I have the greatest friends. They are always on the lookout for GF options for me and one of my friends told me about an article she read on Chickpea Cafe where they stated they offer GF items. I checked out their online menu and wasn't quite sure what was safe so I e-mailed an inquiry and Jennifer gave me the following information.

The following items are gluten free:

Hummus (without pita & with extra vegetables)
Bab ganoush (without pita)
Dolma
Falafel (note that these are fried in oil that also fried gluten items so not safe on my list)
Loubia
Chicken Shish Tawook Plate
Shawarma Plate

The paper menu at the restaurant has the GF items designated so that will help with ordering. The menu looks delicious so let me know if you've eaten there before I get a chance to try it out.

Monday, May 2, 2011

More GF Restaurants, Bozeman & Missoula

We have a couple more gluten free restaurants across this fine state.

Buffalo Bump Pizza located at Four Corner's near Bozeman now offers a GF crust and soy cheese for those that can't do dairy.
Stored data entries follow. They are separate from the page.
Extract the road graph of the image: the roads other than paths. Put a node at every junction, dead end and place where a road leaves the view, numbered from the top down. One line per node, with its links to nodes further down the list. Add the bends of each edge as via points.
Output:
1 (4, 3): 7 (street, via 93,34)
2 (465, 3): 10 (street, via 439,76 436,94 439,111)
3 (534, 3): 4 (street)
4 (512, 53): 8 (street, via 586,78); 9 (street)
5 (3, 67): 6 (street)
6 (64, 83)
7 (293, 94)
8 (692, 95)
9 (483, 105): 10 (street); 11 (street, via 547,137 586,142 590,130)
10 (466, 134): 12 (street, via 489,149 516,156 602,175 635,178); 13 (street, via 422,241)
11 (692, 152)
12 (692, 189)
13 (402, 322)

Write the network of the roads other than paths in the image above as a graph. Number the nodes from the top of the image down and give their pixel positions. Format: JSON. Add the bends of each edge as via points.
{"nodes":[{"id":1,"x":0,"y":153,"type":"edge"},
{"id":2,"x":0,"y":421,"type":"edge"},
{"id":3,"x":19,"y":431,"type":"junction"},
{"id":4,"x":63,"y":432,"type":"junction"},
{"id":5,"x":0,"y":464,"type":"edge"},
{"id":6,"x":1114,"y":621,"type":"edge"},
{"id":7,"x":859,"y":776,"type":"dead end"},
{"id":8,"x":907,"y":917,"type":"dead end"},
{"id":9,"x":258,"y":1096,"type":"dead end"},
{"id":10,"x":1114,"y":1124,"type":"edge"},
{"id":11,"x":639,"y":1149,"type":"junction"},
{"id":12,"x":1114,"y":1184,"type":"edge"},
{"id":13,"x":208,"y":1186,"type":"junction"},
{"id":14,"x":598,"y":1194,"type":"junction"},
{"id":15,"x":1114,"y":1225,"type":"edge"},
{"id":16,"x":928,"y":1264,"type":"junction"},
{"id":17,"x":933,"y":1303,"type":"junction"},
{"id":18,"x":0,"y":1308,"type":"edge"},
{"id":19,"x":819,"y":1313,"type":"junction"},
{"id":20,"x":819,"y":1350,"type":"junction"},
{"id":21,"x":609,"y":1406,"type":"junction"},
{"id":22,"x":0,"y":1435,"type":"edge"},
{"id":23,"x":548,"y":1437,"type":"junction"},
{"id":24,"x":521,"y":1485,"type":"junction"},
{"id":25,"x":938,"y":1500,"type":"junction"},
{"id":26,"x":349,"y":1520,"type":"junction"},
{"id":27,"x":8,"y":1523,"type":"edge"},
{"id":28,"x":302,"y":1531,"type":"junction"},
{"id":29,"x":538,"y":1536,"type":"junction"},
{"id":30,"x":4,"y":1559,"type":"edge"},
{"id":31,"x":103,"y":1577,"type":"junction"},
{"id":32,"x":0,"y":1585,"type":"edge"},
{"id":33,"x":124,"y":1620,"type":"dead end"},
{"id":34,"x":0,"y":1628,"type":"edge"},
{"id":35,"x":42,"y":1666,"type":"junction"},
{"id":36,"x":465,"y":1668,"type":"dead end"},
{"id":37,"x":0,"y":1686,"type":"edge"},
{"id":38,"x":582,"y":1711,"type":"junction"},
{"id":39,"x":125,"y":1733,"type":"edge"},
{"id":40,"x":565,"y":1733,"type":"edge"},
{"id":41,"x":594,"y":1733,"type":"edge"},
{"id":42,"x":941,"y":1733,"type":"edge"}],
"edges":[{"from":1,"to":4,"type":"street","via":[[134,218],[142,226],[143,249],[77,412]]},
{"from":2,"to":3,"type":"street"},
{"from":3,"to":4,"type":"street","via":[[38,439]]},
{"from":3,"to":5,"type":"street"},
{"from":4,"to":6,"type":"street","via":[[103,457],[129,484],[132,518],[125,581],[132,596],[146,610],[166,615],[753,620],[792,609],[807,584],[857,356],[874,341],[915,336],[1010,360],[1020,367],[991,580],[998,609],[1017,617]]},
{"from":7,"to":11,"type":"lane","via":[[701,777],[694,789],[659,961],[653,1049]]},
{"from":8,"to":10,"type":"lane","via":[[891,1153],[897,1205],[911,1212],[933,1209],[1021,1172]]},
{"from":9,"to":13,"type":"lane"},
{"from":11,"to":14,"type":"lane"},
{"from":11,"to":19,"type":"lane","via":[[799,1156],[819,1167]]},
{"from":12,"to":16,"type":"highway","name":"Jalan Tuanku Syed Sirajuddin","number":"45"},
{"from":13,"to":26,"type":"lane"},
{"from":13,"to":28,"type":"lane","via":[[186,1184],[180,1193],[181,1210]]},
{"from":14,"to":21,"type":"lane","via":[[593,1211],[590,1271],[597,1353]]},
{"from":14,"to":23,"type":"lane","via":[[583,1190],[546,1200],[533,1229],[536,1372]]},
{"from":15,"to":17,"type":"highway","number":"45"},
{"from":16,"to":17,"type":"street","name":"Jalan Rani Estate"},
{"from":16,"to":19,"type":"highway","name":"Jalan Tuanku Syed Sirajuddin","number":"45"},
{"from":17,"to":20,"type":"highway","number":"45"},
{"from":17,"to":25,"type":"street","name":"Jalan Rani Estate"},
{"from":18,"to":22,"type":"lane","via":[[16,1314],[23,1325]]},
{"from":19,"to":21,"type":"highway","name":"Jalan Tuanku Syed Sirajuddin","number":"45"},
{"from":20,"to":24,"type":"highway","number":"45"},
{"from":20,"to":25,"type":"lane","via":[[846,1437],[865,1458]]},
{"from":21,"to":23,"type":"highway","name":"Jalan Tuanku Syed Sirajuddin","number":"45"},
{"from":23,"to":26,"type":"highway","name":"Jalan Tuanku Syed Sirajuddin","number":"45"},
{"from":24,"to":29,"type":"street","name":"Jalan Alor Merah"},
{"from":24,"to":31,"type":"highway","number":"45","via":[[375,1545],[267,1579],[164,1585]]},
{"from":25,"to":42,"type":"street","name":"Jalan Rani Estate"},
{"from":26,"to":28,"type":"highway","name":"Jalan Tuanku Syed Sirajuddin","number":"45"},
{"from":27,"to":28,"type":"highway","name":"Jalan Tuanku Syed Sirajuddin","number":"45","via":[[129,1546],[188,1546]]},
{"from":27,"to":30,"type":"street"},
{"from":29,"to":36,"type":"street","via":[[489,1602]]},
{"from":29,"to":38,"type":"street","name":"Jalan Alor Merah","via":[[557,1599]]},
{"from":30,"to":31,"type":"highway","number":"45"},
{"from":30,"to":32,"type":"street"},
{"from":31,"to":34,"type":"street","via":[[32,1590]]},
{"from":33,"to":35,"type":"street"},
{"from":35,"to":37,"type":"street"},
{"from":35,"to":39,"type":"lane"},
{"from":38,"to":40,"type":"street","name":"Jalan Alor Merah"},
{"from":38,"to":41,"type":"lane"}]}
I haven't talked with them about practices to avoid cross contamination but I did sample the pizza at a friend's house the other week and it was really good. They are located at 28901 Norris Rd.

In Missoula The Mustard Seed Asian Cafe now offers a gluten free menu. I have no idea how much it offers or how careful they are with cross contamination but I wanted to share the news. If you have a chance to try them or talk to them please share any information. They are located in the Southgate Mall.

Another Missoula gem is Bernice's Bakery that will do gluten free if you call ahead. I'm not sure what they offer or how much notice you need to give them so again if you have more information please share!